Stop measuring. Squeeze out the juice. Press on.
I saw my life branching out before me like the green fig tree in the story. From the tip of every branch, like a fat purple fig, a wonderful future beckoned and winked. One fig was a husband and a happy home and children, and another fig was a famous poet and another fig was a brilliant professor, and another fig was Ee Gee, the amazing editor, and another fig was Europe and Africa and South America, and another fig was Constantin and Socrates and Attila and a pack of other lovers with queer names and offbeat professions, and another fig was an Olympic lady crew champion, and beyond and above these figs were many more figs I couldn’t quite make out. I saw myself sitting in the crotch of this fig tree, starving to death, just because I couldn’t make up my mind which of the figs I would choose. I wanted each and every one of them, but choosing one meant losing all the rest, and, as I sat there, unable to decide, the figs began to wrinkle and go black, and, one by one, they plopped to the ground at my feet.
~Sylvia Plath, The Bell Jar
Sylvia: Happy birthday, my dear! Older and wiser!
Erma: I don’t know about wiser, but I’m hopeful!

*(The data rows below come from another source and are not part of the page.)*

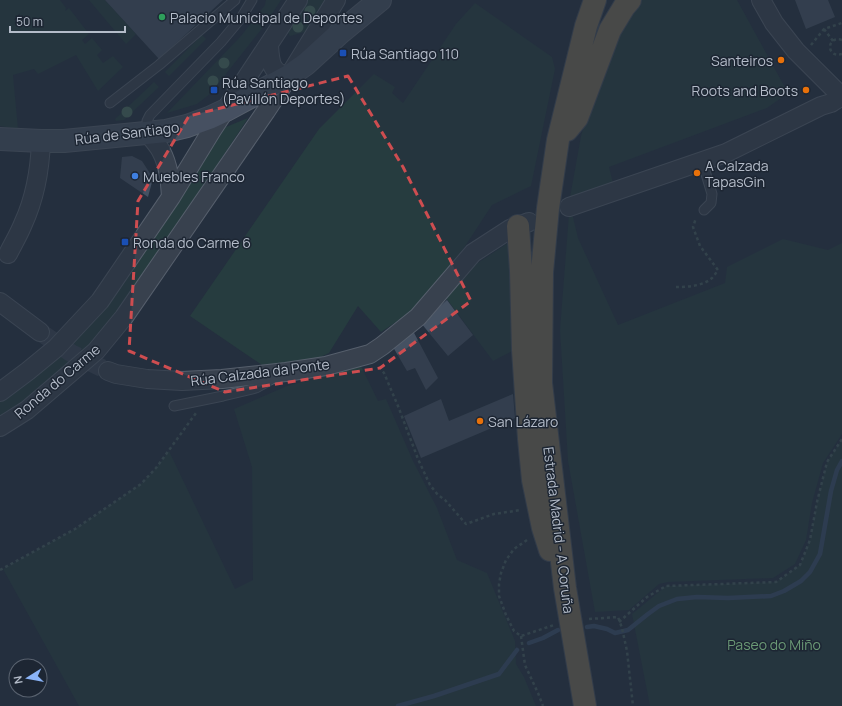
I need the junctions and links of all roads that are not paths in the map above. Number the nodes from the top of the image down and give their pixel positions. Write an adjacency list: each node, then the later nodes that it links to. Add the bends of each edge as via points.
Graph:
1 (235, 0): 14 (lane)
2 (252, 0): 16 (lane, via 221,42 150,115 147,121)
3 (298, 0): 11 (street, Ronda do Carme)
4 (336, 0): 12 (street, Ronda do Carme)
5 (343, 0): 10 (street, via 347,14)
6 (380, 0): 10 (street, Rúa de Santiago)
7 (595, 0): 18 (highway, Estrada Madrid - A Coruña, via 586,26)
8 (630, 0): 18 (highway, via 610,30 577,118)
9 (761, 0): 13 (street, via 774,23 796,51)
10 (363, 14): 12 (street, Rúa de Santiago)
11 (269, 44): 12 (street, via 273,68 282,75); 15 (street, Ronda do Carme)
12 (289, 76): 15 (street, Rúa de Santiago); 32 (street, Ronda do Carme, via 124,317 96,350 27,410)
13 (842, 97): 20 (street, via 726,153)
14 (110, 103)
15 (226, 110): 16 (street, Rúa de Santiago, via 187,126); 21 (street, Ronda do Carme)
16 (148, 133): 19 (street, Rúa de Santiago); 21 (street, via 161,150 167,165)
17 (0, 139): 19 (street, Rúa de Santiago)
18 (558, 140): 33 (highway, Estrada Madrid - A Coruña, via 542,272 541,383)
19 (41, 142): 25 (street, via 37,184 24,223)
20 (702, 161): 22 (street); 23 (lane, via 712,194 712,203)
21 (170, 197): 30 (street, Ronda do Carme, via 100,301 56,348)
22 (569, 207)
23 (704, 210)
24 (523, 224): 29 (street, Rúa Calzada da Ponte, via 510,229 473,253 418,317 370,354 326,366); 33 (highway, via 521,270 524,350 533,480 548,546)
25 (8, 254)
26 (0, 302): 27 (street)
27 (40, 332)
28 (108, 371): 29 (street, Rúa Calzada da Ponte, via 147,379 182,381)
29 (286, 372): 31 (lane, via 256,388)
30 (0, 392)
31 (174, 406)
32 (0, 427)
33 (565, 588): 34 (highway, Estrada Madrid - A Coruña)
34 (585, 706)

I don’t know what time she was born. I guess I could dig out her birth certificate and find out easily enough. To me, my mother was born the day I came into the world. Obviously, she had a life “b.k.”(before Kay), but I didn’t know her then. All I know of that woman who became my mother, both the little girl who wore braids and gingham and the young, blond-haired teen who played the drums before it was cool for a girl to play the drums, has been conveyed to me through others’ recollections, her own accounts as she would share an anecdote from her past with the slightly veiled purpose of teaching a lesson, and the photos that I have. And what connects all of the snapshots, real and those that I’ve taken in my mind’s eye which remain guarded like priceless treasure, is her eyes. It is said that the eyes are the windows to the soul; thus, it follows and must be that my mother, b.k. and always, was and remains one of the most beautiful, trusting, and trusted souls God could have offered this world.

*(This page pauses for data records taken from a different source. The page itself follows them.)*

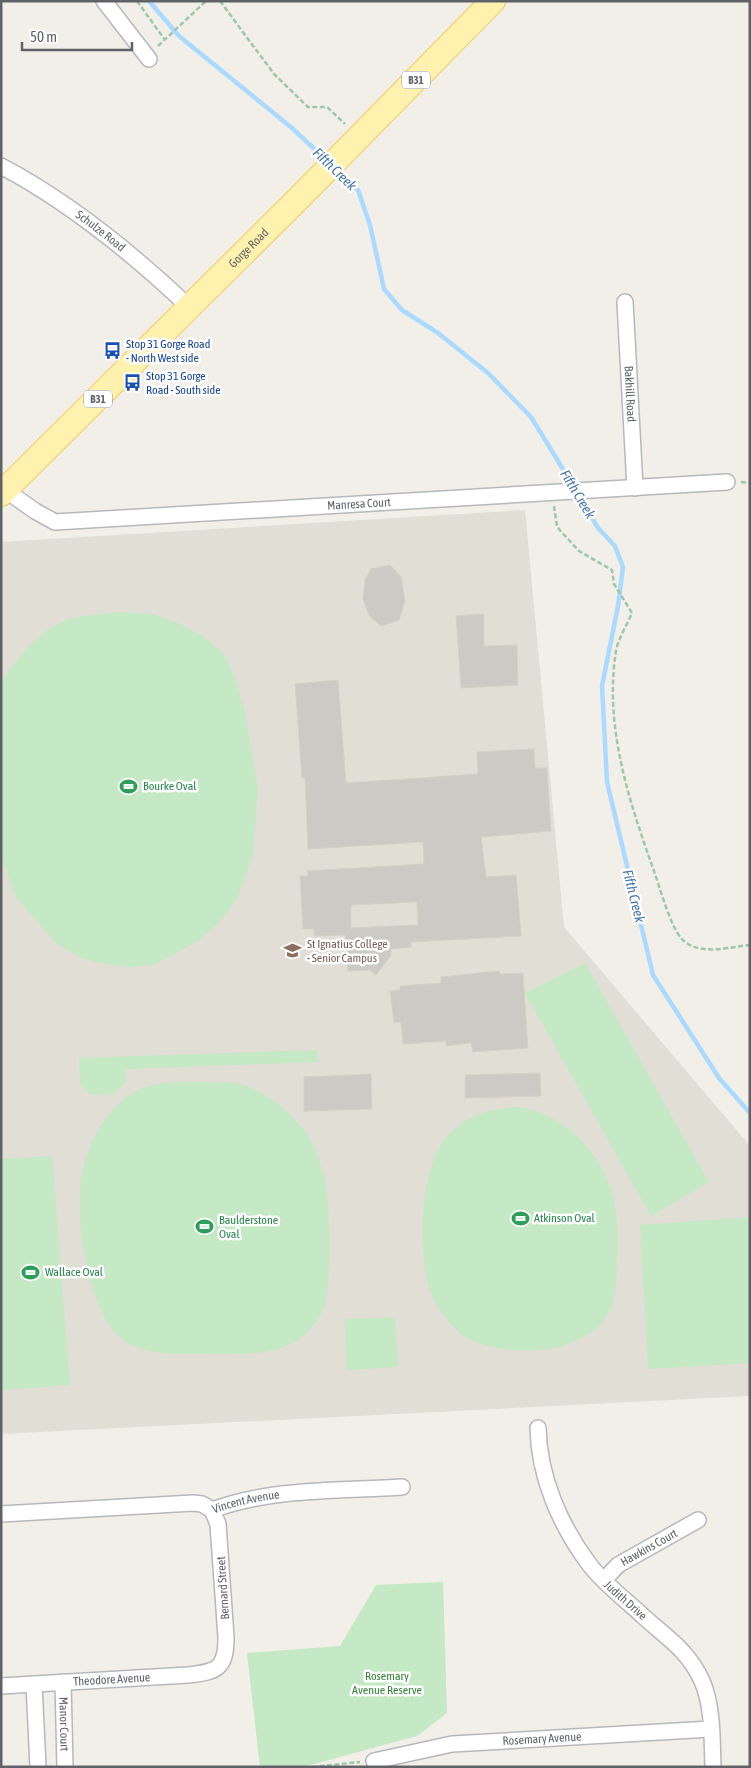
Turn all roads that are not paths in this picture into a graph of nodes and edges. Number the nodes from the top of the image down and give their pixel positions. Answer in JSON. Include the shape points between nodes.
{"nodes":[{"id":1,"x":104,"y":1,"type":"edge"},
{"id":2,"x":474,"y":1,"type":"edge"},
{"id":3,"x":493,"y":1,"type":"edge"},
{"id":4,"x":149,"y":59,"type":"dead end"},
{"id":5,"x":327,"y":160,"type":"junction"},
{"id":6,"x":1,"y":166,"type":"edge"},
{"id":7,"x":184,"y":302,"type":"junction"},
{"id":8,"x":625,"y":302,"type":"dead end"},
{"id":9,"x":727,"y":482,"type":"dead end"},
{"id":10,"x":2,"y":486,"type":"edge"},
{"id":11,"x":635,"y":488,"type":"junction"},
{"id":12,"x":538,"y":1428,"type":"dead end"},
{"id":13,"x":402,"y":1487,"type":"dead end"},
{"id":14,"x":212,"y":1510,"type":"junction"},
{"id":15,"x":1,"y":1514,"type":"edge"},
{"id":16,"x":698,"y":1520,"type":"dead end"},
{"id":17,"x":604,"y":1580,"type":"junction"},
{"id":18,"x":220,"y":1666,"type":"joint"},
{"id":19,"x":63,"y":1682,"type":"junction"},
{"id":20,"x":34,"y":1684,"type":"junction"},
{"id":21,"x":1,"y":1686,"type":"edge"},
{"id":22,"x":711,"y":1729,"type":"junction"},
{"id":23,"x":374,"y":1761,"type":"road end"},
{"id":24,"x":38,"y":1767,"type":"edge"},
{"id":25,"x":64,"y":1767,"type":"edge"},
{"id":26,"x":713,"y":1767,"type":"edge"}],
"edges":[{"from":1,"to":4,"type":"street"},
{"from":2,"to":5,"type":"main road","name":"Gorge Road","number":"B31","via":[[350,128]]},
{"from":3,"to":5,"type":"main road","name":"Gorge Road","number":"B31"},
{"from":5,"to":7,"type":"main road","name":"Gorge Road","number":"B31"},
{"from":6,"to":7,"type":"street","name":"Schulze Road","via":[[112,238]]},
{"from":7,"to":10,"type":"main road","name":"Gorge Road","number":"B31"},
{"from":8,"to":11,"type":"street","name":"Bakhill Road"},
{"from":9,"to":11,"type":"street","name":"Manresa Court"},
{"from":10,"to":11,"type":"street","name":"Manresa Court","via":[[55,522]]},
{"from":12,"to":17,"type":"street","name":"Judith Drive","via":[[540,1462],[561,1518]]},
{"from":13,"to":14,"type":"street","name":"Vincent Avenue","via":[[272,1495],[235,1501]]},
{"from":14,"to":15,"type":"street","name":"Vincent Avenue","via":[[193,1503]]},
{"from":14,"to":18,"type":"street","name":"Bernard Street","via":[[218,1524],[226,1637],[226,1652]]},
{"from":16,"to":17,"type":"street","name":"Hawkins Court","via":[[618,1565]]},
{"from":17,"to":22,"type":"street","name":"Judith Drive","via":[[674,1641],[691,1663],[702,1681]]},
{"from":18,"to":19,"type":"street","name":"Theodore Avenue","via":[[212,1672],[188,1675]]},
{"from":19,"to":20,"type":"street","name":"Theodore Avenue"},
{"from":19,"to":25,"type":"street","name":"Manor Court"},
{"from":20,"to":21,"type":"street","name":"Theodore Avenue"},
{"from":20,"to":24,"type":"street"},
{"from":22,"to":23,"type":"street","name":"Rosemary Avenue","via":[[452,1744]]},
{"from":22,"to":26,"type":"street","name":"Judith Drive"}]}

Most of us, not all, love our mothers and have been loved by our mothers. I’ve been accused of worshipping mine. (In fact, my mother often reminded me, especially as she neared her last days, that she was indeed human, flawed like the rest of us, so she too should be allowed to make mistakes.) She would often say that the one bad rap that mothers had to endure was that they were held to a higher standard than everyone else on the planet! Now that I’m a mother, I admittedly understand this so much better. I digress though. I did worship my mother, something she never demanded or expected, but it happened nonetheless. How did it happen? Ah, that’s the question. The trusting and trusted eyes!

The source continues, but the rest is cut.